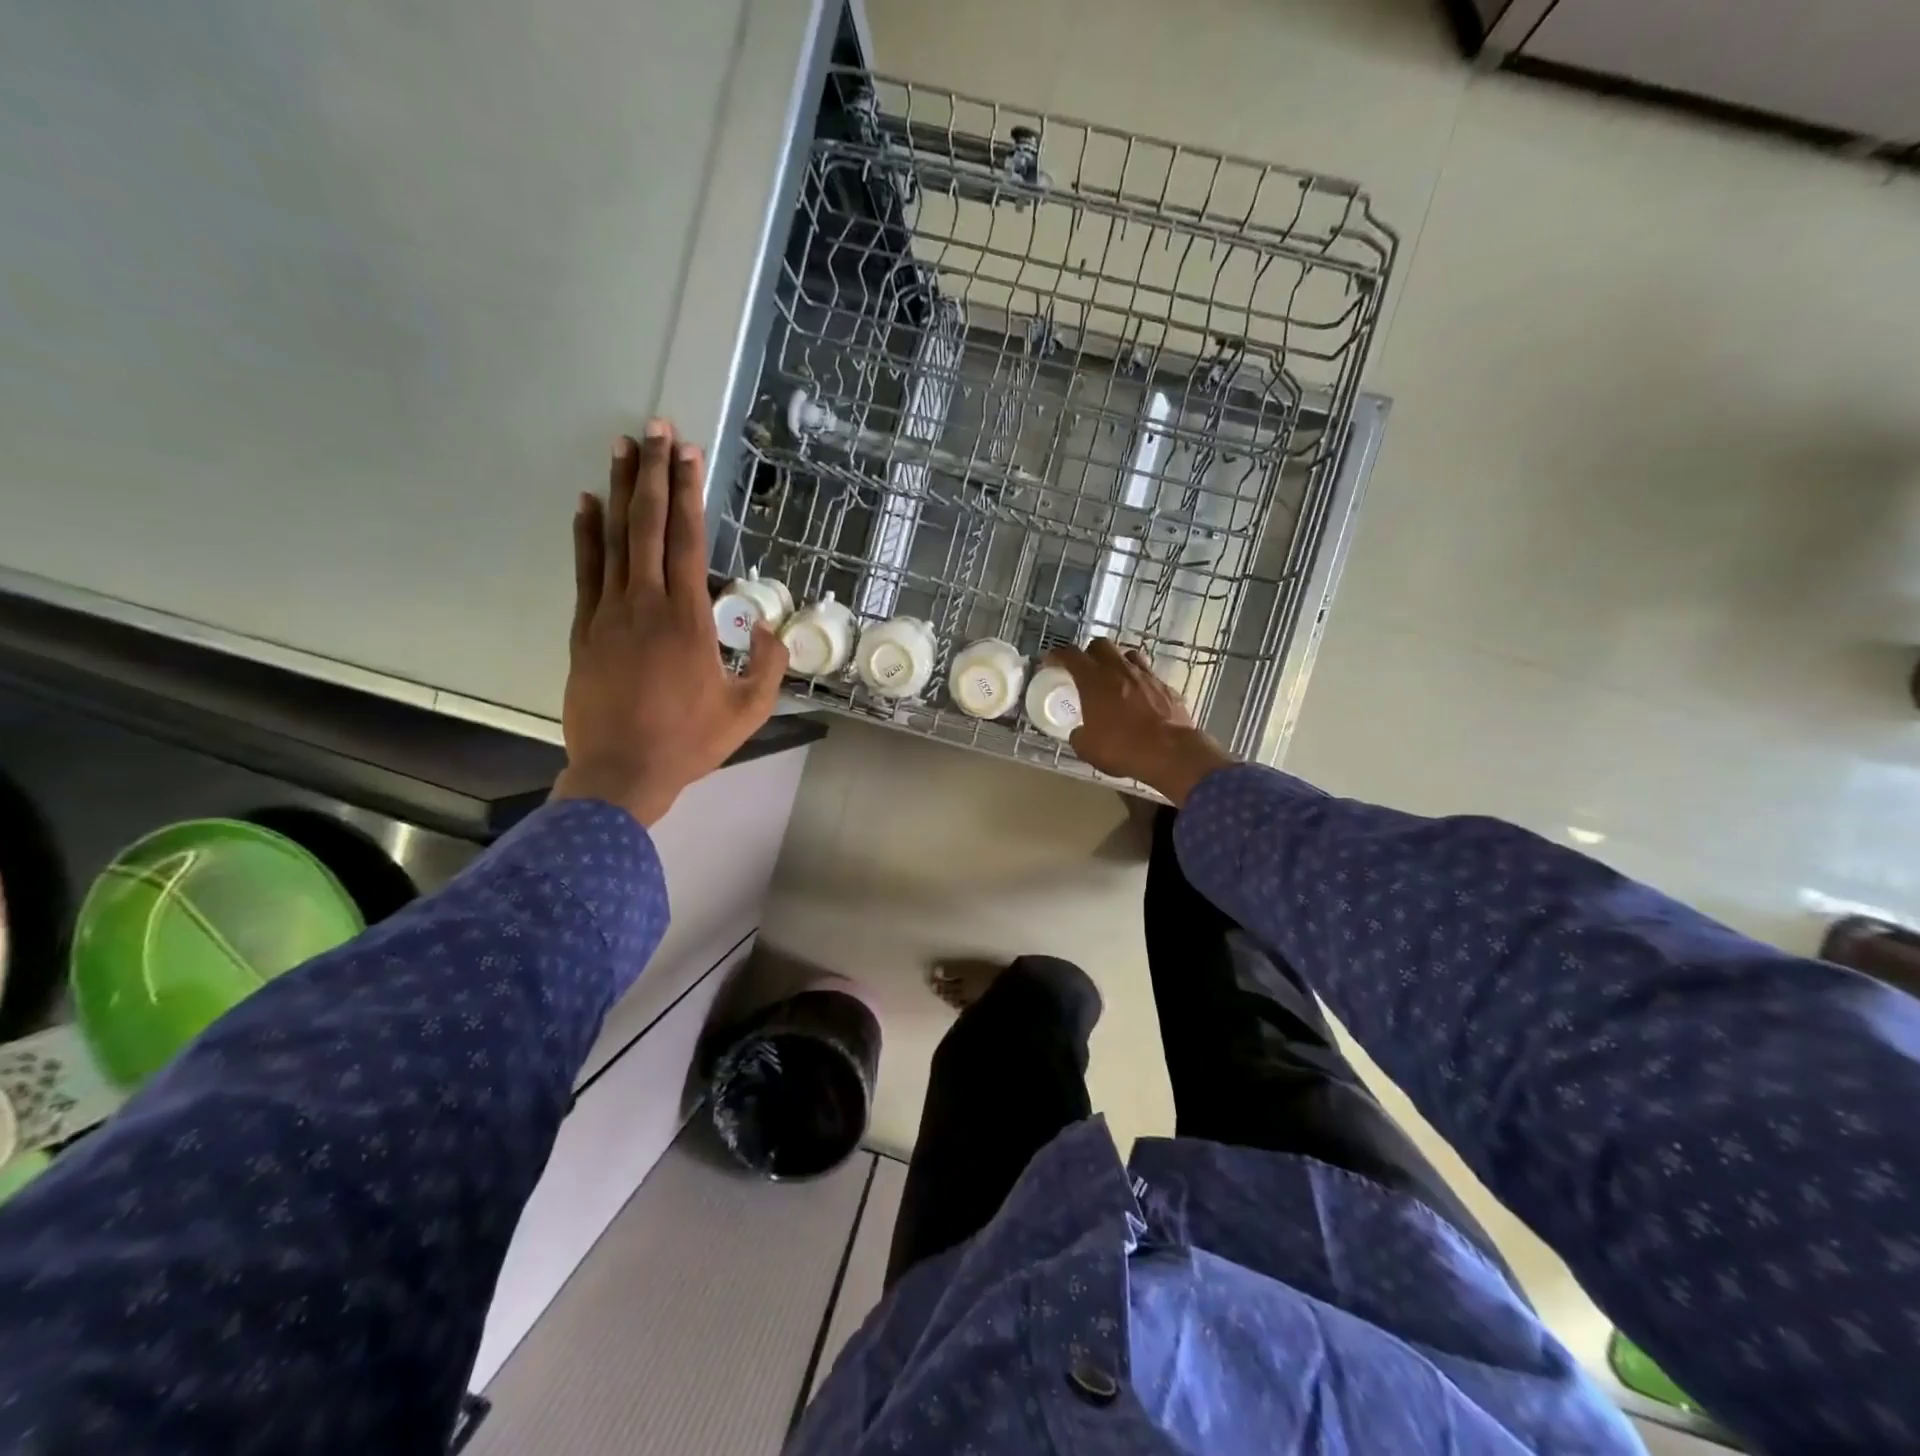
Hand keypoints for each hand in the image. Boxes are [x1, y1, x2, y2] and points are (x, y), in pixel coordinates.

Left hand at [552, 422, 786, 825]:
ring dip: (621, 491)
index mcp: (689, 620)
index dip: (690, 494)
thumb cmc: (690, 742)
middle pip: (650, 526)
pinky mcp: (583, 629)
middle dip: (655, 474)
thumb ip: (767, 665)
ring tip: (623, 448)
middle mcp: (646, 604)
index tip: (690, 454)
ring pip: (614, 539)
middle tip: (656, 429)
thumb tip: (766, 626)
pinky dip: (587, 534)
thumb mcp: (749, 710)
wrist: (621, 772)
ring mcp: (608, 614)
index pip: (689, 542)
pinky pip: (586, 571)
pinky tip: (588, 504)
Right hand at [1045, 639, 1234, 804]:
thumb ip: (1079, 735)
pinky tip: (1140, 698)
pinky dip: (1140, 682)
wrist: (1169, 752)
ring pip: (1128, 655)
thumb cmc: (1122, 748)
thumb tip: (1080, 733)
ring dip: (1118, 662)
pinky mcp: (1166, 687)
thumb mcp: (1088, 748)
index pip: (1070, 655)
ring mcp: (1146, 676)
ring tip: (1114, 678)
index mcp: (1094, 680)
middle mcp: (1119, 670)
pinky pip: (1149, 676)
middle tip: (1086, 669)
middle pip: (1101, 645)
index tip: (1052, 661)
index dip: (1058, 655)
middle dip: (1090, 653)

○ ○ ○

* **Exercise details**:
Wherever a line above contains "pinky", copy that line.

* **Result**:
pinky mcp: (583, 629)
pinky dip: (587, 534)
pinky pip: (586, 571)
pinky tip: (588, 504)
pinky tip: (1140, 698)
pinky dip: (1140, 682)
pinky mcp: (1166, 687)
pinky pip: (1149, 676)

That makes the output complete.